Nick dePlume writes "Apple Computer's decision to not endorse the move of the east coast Macworld Expo convention from New York to Boston is a "negotiating tactic," albeit a shockingly public one, reports Think Secret. Sources believe Apple had firmly endorsed the move, which was announced today."

2 of 66 comments (clear)

  1. Re:Excuse to cut down to one MacWorld/year? by BitGeek · · Score: 2, Offtopic


    In my experience, NT 4 was neither more stable nor faster. Especially on the hardware back in those days.

    OS 7 was rather stable, OS 8 was extremely stable.
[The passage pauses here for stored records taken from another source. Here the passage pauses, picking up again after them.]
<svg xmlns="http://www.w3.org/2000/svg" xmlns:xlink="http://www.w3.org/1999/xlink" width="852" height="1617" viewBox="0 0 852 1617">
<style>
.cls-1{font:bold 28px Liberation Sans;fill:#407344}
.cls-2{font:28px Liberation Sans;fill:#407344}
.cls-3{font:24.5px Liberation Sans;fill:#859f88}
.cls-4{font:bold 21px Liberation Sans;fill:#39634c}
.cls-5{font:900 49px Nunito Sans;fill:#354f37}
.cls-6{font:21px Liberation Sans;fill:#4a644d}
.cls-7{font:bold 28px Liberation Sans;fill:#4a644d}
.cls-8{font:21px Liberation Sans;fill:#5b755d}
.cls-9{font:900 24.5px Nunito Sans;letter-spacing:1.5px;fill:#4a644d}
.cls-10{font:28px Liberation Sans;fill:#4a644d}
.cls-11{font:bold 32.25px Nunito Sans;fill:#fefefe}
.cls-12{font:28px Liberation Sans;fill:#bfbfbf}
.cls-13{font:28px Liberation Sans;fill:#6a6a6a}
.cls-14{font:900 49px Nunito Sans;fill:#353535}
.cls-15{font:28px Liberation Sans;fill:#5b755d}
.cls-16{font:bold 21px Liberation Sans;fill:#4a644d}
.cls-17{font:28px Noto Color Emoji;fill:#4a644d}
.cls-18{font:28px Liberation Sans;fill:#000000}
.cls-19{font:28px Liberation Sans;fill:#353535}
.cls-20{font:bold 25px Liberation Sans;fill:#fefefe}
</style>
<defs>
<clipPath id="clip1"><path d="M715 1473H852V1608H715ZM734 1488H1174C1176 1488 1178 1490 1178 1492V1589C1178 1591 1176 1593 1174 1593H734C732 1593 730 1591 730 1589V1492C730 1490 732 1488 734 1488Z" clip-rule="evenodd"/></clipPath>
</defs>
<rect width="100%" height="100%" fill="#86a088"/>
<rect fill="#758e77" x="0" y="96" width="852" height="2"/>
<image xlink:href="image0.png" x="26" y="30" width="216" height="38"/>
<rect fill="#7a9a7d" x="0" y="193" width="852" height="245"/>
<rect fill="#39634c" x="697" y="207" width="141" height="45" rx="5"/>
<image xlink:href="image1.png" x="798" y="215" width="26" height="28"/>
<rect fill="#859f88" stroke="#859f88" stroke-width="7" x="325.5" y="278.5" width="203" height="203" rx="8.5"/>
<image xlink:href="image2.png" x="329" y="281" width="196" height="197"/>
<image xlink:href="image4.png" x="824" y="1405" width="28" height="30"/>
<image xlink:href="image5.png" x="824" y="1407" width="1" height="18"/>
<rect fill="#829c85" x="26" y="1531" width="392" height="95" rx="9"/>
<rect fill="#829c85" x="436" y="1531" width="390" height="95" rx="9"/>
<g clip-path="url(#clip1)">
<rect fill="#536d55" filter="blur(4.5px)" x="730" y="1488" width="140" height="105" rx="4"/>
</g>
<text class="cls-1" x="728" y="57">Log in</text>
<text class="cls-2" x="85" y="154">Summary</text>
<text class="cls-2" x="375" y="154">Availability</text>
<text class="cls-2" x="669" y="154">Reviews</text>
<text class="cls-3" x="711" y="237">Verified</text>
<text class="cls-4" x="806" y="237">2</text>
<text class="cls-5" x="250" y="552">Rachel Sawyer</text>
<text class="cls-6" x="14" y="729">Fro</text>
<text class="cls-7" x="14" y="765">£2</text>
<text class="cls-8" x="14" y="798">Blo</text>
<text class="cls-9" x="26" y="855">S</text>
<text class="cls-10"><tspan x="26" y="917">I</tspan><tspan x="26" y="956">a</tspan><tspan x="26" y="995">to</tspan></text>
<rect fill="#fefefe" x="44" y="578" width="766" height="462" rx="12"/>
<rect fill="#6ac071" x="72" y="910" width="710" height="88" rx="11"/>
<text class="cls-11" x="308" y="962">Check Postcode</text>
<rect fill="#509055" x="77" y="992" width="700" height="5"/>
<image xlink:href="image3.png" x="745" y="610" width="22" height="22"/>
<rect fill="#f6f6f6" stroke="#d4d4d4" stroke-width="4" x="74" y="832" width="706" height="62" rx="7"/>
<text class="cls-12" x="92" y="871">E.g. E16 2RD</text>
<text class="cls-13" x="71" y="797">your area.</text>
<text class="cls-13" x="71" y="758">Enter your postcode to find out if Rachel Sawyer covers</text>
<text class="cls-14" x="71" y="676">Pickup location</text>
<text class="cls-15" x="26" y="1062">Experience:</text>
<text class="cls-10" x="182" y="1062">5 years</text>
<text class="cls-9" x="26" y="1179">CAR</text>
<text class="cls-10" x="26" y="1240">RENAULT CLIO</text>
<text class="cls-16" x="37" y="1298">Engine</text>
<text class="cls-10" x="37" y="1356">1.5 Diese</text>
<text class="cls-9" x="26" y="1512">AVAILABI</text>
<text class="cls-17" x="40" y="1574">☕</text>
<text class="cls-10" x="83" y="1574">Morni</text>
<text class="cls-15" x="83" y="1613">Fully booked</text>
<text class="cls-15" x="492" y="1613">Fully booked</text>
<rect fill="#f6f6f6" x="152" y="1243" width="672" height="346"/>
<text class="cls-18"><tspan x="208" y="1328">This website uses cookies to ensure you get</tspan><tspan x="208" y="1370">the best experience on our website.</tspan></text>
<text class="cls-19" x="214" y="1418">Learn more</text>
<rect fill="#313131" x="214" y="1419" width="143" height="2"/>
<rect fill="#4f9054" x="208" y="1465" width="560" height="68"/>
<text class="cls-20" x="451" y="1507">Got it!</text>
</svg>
    What was unstable was the extensions that people would add to the OS. If you didn't do that, you almost never saw crashes-- and even then you only saw crashes from poorly written apps.

    A OS 8 machine, unpatched, running quality apps, would never crash. Giving it less issues than NT 4. (Which is not to say that NT 4 wasn't a big improvement for MS)

    --
    Yeah, and you guys panned the ipod too: http://apple.slashdot.org/article.pl?sid=01/10/23/ 1816257
  2. Re:Excuse to cut down to one MacWorld/year? by dpbsmith · · Score: 2, Offtopic

    7.1 was OK.

    7.5 was bad, real bad, and 7.5.1, 7.5.2, 7.5.3, "buster", "son of buster," etc. were not much better.

    8 and 9 have been OK.

    My own experience is that stability differences between unprotected memory/cooperative multitasking systems and protected memory/preemptive multitasking systems are MUCH LESS than they ought to be. I won't go quite to far as to call protect memory/preemptive multitasking "snake oil," but software quality, third-party attention to detail, and SQA are obviously a much bigger factor than the kind of technology used.

    My experience is also that anyone who claims BIG differences in stability between Macs and Windows systems is grinding an axe.

    Actually, when the Mac first came out, I thought its instability compared to a PC running MS-DOS might kill it. But, fortunately, Windows came out and equalized the situation.

    Let's define "crash" to mean "any situation which leads you decide to reboot the machine." That's to get away from silly language games ("Oh, that wasn't a CRASH, it was a "kernet panic.") ("Oh, yes I see that when you click on a window it take fifteen seconds to bring it to the top, but NT is STILL RUNNING). By that definition:

    On a "sweet" system--one with a fast processor, lots of memory, and reasonably good luck about the combination of software, hardware, drivers, etc. I find that OS 9 and Windows 98 can be fairly stable--let's say "several" crashes a week. OS X and Win 2K are better, but not THAT much better. In my personal experience they crash several times per month. Now please don't get on my case about "that's not NT's fault, you must have some bad third-party driver." This is my actual experience USING the system.

    The only situation in which I see a HUGE difference is doing software development, where I commit lots of gross errors all the time. In THAT specialized situation, yes, OS X or NT is a godsend, and OS 7-8-9 or WIndows 95-98 are a pain.